I’ve never been a fan of the phrases, ‘SAHM’ or ‘Working Mum.’ I find them a bit patronising and marginalising. Like if you’re one, you can’t possibly be the other, when there are women everywhere proving we are both.
I mean, we all stay at home at some point during the day, right? And we’re all working in one way or another, right?
And we’re all mums.
Following your instincts.
I told my boss over lunch last month that I wouldn’t be returning to work. It felt right this time.
I went back to work after both of the girls and that was the right decision. Then. For me. But third time round and after all we’ve been through in the last year, I know that what I need most in the world is balance. To slow down. To just sit still for a while.
(If the kids let me. HA HA HA.)
Time to stand up and be counted.
So, why, if I was so confident in my decision, was it so hard to write that resignation? To find the words, when writing is what I do best?

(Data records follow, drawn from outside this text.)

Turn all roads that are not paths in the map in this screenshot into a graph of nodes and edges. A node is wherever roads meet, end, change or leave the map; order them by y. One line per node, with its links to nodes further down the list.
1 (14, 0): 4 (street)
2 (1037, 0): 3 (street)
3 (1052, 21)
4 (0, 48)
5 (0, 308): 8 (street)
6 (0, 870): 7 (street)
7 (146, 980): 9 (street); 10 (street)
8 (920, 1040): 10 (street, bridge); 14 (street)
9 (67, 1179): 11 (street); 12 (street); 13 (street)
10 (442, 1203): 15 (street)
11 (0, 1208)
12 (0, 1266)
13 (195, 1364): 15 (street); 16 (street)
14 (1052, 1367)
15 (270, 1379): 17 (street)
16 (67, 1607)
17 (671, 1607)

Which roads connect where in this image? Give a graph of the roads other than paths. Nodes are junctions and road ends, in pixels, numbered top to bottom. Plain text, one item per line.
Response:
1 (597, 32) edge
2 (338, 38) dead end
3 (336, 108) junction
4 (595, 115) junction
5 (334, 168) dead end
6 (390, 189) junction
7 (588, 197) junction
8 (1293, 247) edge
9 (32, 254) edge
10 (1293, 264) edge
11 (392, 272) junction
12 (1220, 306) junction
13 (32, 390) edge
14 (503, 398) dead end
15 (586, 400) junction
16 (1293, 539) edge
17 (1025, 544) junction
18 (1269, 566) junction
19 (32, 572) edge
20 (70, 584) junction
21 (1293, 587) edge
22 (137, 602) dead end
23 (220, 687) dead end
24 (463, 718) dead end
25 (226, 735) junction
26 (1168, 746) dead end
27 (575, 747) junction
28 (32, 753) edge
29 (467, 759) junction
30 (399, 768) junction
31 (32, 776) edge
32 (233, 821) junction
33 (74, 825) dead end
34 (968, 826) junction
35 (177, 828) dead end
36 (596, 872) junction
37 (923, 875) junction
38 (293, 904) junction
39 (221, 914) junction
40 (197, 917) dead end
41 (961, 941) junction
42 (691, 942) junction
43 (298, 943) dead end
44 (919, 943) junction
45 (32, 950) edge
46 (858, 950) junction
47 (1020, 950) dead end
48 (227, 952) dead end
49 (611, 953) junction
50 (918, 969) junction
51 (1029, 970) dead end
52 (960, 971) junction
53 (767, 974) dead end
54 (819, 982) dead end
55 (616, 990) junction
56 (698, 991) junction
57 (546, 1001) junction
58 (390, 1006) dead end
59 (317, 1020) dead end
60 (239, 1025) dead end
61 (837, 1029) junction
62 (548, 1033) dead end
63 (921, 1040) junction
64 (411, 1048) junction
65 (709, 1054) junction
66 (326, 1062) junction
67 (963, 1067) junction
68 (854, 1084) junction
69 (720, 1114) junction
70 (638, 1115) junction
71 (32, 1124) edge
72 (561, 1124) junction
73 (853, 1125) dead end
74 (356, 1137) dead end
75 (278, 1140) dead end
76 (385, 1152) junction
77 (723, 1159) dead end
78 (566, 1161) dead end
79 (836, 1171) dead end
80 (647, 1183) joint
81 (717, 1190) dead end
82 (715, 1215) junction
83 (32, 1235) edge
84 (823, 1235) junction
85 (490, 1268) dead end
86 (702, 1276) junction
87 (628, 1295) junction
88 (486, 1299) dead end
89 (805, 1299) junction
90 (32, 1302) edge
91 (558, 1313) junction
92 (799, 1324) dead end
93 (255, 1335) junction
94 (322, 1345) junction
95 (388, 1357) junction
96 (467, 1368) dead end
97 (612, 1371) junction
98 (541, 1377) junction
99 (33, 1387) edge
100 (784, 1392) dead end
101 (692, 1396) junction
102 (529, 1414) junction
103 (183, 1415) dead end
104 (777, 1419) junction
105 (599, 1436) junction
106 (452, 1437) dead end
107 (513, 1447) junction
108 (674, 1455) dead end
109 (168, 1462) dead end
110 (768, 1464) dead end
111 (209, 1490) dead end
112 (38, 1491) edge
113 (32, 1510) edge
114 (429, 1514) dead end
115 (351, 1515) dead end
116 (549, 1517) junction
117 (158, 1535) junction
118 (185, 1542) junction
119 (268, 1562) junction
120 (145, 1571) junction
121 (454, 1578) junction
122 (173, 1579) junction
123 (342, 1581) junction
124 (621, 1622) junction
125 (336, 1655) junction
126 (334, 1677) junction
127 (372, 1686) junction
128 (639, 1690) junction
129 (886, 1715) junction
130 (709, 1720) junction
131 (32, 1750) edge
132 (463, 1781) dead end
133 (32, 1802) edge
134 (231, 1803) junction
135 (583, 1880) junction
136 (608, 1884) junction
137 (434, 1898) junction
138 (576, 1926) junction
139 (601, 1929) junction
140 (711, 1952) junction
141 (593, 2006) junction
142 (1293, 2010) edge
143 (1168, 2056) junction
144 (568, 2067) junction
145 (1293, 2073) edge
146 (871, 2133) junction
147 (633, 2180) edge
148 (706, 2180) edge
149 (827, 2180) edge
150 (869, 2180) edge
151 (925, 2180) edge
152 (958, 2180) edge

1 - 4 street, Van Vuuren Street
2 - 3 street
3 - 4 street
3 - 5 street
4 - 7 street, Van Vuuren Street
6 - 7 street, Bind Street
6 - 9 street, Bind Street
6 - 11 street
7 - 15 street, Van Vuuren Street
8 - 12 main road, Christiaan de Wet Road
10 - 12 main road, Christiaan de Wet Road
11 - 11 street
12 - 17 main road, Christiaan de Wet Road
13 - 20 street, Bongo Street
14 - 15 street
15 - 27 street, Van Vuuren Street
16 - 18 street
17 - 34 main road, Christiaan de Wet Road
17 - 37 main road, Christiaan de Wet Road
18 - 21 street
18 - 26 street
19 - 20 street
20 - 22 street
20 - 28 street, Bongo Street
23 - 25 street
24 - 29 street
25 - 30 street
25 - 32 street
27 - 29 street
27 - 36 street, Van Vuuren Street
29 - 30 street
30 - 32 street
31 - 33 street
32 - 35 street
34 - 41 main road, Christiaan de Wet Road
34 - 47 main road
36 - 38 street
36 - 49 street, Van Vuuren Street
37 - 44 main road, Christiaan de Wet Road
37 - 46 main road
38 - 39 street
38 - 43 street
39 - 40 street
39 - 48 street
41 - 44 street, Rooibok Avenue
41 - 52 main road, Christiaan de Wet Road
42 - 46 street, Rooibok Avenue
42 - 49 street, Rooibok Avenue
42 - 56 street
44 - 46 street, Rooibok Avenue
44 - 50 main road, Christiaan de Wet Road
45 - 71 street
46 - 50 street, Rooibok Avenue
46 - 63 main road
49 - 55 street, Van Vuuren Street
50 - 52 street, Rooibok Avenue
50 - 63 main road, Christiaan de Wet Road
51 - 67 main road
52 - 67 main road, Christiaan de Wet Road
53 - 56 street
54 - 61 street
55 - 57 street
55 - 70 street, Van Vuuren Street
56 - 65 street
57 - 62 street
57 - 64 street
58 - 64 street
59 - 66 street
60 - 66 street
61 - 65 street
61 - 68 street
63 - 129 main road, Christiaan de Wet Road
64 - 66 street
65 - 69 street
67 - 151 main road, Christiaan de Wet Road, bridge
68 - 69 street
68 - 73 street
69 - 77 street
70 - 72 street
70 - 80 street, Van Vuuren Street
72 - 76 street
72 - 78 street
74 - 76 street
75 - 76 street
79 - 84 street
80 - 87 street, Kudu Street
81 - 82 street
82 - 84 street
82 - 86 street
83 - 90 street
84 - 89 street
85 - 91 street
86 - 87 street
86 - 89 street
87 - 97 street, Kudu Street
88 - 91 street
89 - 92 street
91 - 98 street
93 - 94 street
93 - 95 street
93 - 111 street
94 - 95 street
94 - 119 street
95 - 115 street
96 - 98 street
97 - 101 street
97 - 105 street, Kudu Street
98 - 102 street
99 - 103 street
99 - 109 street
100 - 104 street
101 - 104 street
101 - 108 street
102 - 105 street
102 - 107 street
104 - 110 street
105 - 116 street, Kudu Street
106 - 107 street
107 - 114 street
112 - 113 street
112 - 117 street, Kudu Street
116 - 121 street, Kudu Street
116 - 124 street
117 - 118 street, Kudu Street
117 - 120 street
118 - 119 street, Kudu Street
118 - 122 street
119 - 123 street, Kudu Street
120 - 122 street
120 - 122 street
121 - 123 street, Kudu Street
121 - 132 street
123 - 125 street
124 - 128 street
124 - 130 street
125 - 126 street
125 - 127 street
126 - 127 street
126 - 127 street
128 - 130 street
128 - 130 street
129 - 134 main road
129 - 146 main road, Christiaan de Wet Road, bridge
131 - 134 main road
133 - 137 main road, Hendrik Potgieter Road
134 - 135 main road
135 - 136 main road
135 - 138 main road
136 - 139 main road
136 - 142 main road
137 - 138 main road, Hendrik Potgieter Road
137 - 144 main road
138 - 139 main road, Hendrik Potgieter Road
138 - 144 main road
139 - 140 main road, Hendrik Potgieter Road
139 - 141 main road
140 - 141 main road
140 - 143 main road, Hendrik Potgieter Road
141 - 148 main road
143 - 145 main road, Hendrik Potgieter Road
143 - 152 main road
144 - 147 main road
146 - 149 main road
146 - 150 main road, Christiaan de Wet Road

I stalled for a good few weeks. I wobbled. I wondered if I was doing the right thing. The wrong thing. The irresponsible thing.
The election came bang in the middle of this. Social media was full of doom and gloom and the imminent implosion of our country. Our NHS. Our jobs. Our lives.
I had a couple of weeks where the kids drove me MAD. And I wondered how on earth I could do this day in, day out.
And I lost my confidence.
Magic 8 ball, anyone?
It’s always scary making a choice.
Because only you can be accountable for it. There’s no one else to blame if it goes wrong. Your hand wasn’t forced; you did this willingly. It’s why so many of us prefer to sit on the fence, deferring the big decisions until another day.
The thought of closing a door is just so final.
If only we could leave it slightly ajar.
No looking back.
Eventually, I found the courage to press ‘send’ on that email.
And, like everything, once it was done, I felt relieved.
Decisions are hard. But being in limbo is worse.
I am me.
So here I am. On an eternal maternity leave.
I’ve never had time without deadlines before. Without an expiry date. It feels nice. A bit odd. I’m expecting it to feel really odd some days.
Because the only time I’ve spent more than two consecutive weeks with my kids is on holiday when a) another grown-up was present and b) I was mostly inebriated. And whilst I imagine I’ll consume many, many more gin in a cans than is good for me, I’m pretty sure I can’t justify one at 11.00 AM in the morning. (But ask me again in a week.)
I also know that when I have an inevitable bad day with the kids, I will start to panic that I’m going to self-combust into a million particles and lay forgotten amongst the stray grains of rice that I still haven’t got around to sweeping up yet.
But I also know, that this will never really happen.
That there will be great days with the kids.
And that whatever I do, wherever I am. I will always be just me.
Who else could I be?
‘What do you do?’
So, when people ask, ‘What do you do?’ I’ll probably say, ‘Where do I start?’
Because it’s never a straightforward answer when you’re a mum.
Life is so often about which box you tick. Which gender. Which age group. Which religion. Blah blah blah. People like to know how to define us. Much more than we feel the need to define ourselves.
And we’re all so much more than this. Us mums, especially. There’s never just one box we tick.
We work, we love, we nurture, we challenge, we discipline, we cry, we laugh. We multi-task the hell out of most days.
We adapt constantly. We defy definition.
And, because of this, whatever we do, wherever we are, whatever our choices are, mums, we’re going to be just fine.